Si cette évolution semble pouvoir s’expliquer par le caractère exceptionnel des événements de l’époque, ces discours sont également teintés par la culture politique établie durant la guerre froide, qui encadre souvent les premières interprétations, et par la dynamique du milieu duquel ils émanent. En effet, ces revues visant à tracer la voie à la politique étrangère des années à venir, plusieurs auteurs présentent ensuite des visions de l’autre sortant du cadre dominant, avant de modérer leurs ambitions sur une question qui a perdu de son importance. Ces changements de direction sont donc à la fois tributaires et indicateurs de la position particulière qu’occupent les think tanks dans le jeu politique américain, poussés à soumettre des idées avant-gardistes pour se démarquer, mais devant aussi s’assurer de rester « pertinents » pour garder leur influence. La dynamique des débats est aussi le résultat de négociations implicites entre des auteurs voulant diffuser leurs idées à des fins diverses – intellectuelles, politiques, carriéristes – et les éditeurs de revues qui rivalisent pour promouvoir un certain spectre d’interprétation de la réalité. En résulte une collection de textes où les lignes d’oppositions sont multiples et changeantes, mais qui, malgré la concurrence inhérente à cette dynamique, participent ensemble à baliser les débats et à modeler les courants dominants de la culture politique américaine, dans un régime de vérité hybride où s’imbriquent savoir et idéologie.

Quelle valeur alors donner à des analyses produites dans un tel contexte ? On peut à coup sûr statuer sur la difficulté de faire le partage entre leurs intentions performatives et leurs qualités analytiques, sur leur caractère souvent spéculatif et sur la nature éphémère de leurs conclusions.
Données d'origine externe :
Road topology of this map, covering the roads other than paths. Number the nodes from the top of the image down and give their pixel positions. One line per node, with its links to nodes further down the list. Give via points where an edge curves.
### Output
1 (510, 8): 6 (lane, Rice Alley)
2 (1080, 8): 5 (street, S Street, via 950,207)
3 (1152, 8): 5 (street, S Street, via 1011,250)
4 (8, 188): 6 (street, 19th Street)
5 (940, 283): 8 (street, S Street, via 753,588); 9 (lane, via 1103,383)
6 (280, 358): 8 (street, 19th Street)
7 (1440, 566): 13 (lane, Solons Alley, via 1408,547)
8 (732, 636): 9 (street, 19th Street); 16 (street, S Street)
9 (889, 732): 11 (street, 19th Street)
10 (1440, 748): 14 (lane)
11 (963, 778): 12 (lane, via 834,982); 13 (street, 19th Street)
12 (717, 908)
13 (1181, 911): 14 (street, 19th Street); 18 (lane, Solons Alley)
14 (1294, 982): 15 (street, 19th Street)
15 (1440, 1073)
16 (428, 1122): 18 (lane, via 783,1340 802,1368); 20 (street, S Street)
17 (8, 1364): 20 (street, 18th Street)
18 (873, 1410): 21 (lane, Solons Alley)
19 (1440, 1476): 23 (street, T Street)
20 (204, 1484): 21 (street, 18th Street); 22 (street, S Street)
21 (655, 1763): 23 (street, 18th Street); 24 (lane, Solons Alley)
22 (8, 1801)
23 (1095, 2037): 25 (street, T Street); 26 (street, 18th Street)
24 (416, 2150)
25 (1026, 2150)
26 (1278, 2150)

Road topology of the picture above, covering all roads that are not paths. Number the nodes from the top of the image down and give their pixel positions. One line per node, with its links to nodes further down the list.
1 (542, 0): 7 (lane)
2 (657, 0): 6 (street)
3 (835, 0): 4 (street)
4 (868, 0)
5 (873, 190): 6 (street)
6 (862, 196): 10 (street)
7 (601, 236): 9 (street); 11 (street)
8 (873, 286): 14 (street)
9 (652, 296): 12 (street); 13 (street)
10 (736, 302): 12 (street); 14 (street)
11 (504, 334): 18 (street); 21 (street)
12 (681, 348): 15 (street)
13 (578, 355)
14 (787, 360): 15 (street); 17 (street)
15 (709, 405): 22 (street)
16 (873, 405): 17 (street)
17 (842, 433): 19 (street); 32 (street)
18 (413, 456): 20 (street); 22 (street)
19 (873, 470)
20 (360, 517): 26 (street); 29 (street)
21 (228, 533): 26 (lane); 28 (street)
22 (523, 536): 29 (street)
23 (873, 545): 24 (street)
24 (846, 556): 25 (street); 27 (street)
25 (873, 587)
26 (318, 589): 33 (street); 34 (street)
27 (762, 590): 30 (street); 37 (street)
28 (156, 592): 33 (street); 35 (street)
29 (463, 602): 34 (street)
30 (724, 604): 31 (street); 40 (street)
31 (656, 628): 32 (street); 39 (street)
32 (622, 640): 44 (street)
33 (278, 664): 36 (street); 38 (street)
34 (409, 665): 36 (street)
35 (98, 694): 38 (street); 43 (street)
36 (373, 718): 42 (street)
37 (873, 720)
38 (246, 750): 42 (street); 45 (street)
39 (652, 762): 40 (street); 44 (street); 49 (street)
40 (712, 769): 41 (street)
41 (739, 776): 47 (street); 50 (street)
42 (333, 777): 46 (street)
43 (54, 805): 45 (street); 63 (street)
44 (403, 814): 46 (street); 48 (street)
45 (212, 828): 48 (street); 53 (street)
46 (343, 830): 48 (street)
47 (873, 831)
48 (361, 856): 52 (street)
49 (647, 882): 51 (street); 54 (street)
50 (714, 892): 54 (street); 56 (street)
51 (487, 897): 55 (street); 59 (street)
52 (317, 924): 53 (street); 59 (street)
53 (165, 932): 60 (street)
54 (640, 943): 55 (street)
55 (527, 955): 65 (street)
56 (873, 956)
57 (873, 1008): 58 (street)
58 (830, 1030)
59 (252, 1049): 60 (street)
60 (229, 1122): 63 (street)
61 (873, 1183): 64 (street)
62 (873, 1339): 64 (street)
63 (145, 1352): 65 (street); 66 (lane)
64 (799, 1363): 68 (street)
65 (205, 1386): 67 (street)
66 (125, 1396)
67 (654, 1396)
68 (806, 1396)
Toutefois, ces revues, par la proximité de leurs collaborateurs avec la sphère du pouvoir et le monde universitaire, ainsi que par leur diffusion vers un public plus large, constituent des catalyseurs de débats qui transcendent toute la société américaine. Pour l’historien, ces discours représentent donc autant un reflet des perceptions et questionnements des membres de l’élite intellectuelle de cette époque que des vecteurs qui allaient teinter et donner un ancrage à la politique étrangère américaine des années à venir.

Tandis que la corrélation entre les discours paraissant dans ces revues et les décisions prises par les dirigeants n’est pas toujours visible à court terme et qu’un lien de causalité est difficile à établir de façon certaine, la trame narrative d’une Russie désorganisée et marginale semble s’être installée aux États-Unis à partir de cette époque et avoir eu un effet concret dans la construction d’une relation post-guerre froide avec Moscou. En ce sens, on peut présumer de l’importance de ces représentations de l’Autre dans la propension interventionniste de l’administration Clinton quant au développement interne de la Russie et à sa relation avec son « étranger proche ». Toutefois, en tentant de créer une relation bilatérale basée sur les grands idéaux américains tout en suivant un agenda internationaliste libéral à l’échelle mondiale, elle a, à l’instar de la plupart des commentateurs de l’époque, négligé de considérer les revendications russes d’être traités en égaux. On peut ainsi voir dans le processus menant à l’élargissement de l’OTAN à l’Est, en 1999 et 2004, et dans le peu de considération dont a fait objet la Russie dans la refonte de l’ordre sécuritaire européen une des causes de l’essor d’un ressentiment russe envers l’Occident et d’une nostalgie pour la puissance soviétique[88]. De là, il n’est pas difficile d’inscrire les idées évoquées aux différents stades de la courte période de notre étude dans l’évolution plus longue d’une relation qui a alterné, durant l’ère post-guerre froide, entre des initiatives collaboratives et un retour de la méfiance, comme l’illustre la recrudescence des tensions russo-américaines à l’époque de Vladimir Poutine. Il est aussi évocateur de constater qu’à la suite de l’intervention de Moscou en Géorgie en 2008 et encore plus depuis la « crise » ukrainienne de 2014, certains observateurs américains en sont venus à replacer la Russie dans un rôle d’opposant des États-Unis[89], laissant paraître les stigmates d’une pensée de guerre froide qui n’a jamais totalement disparu.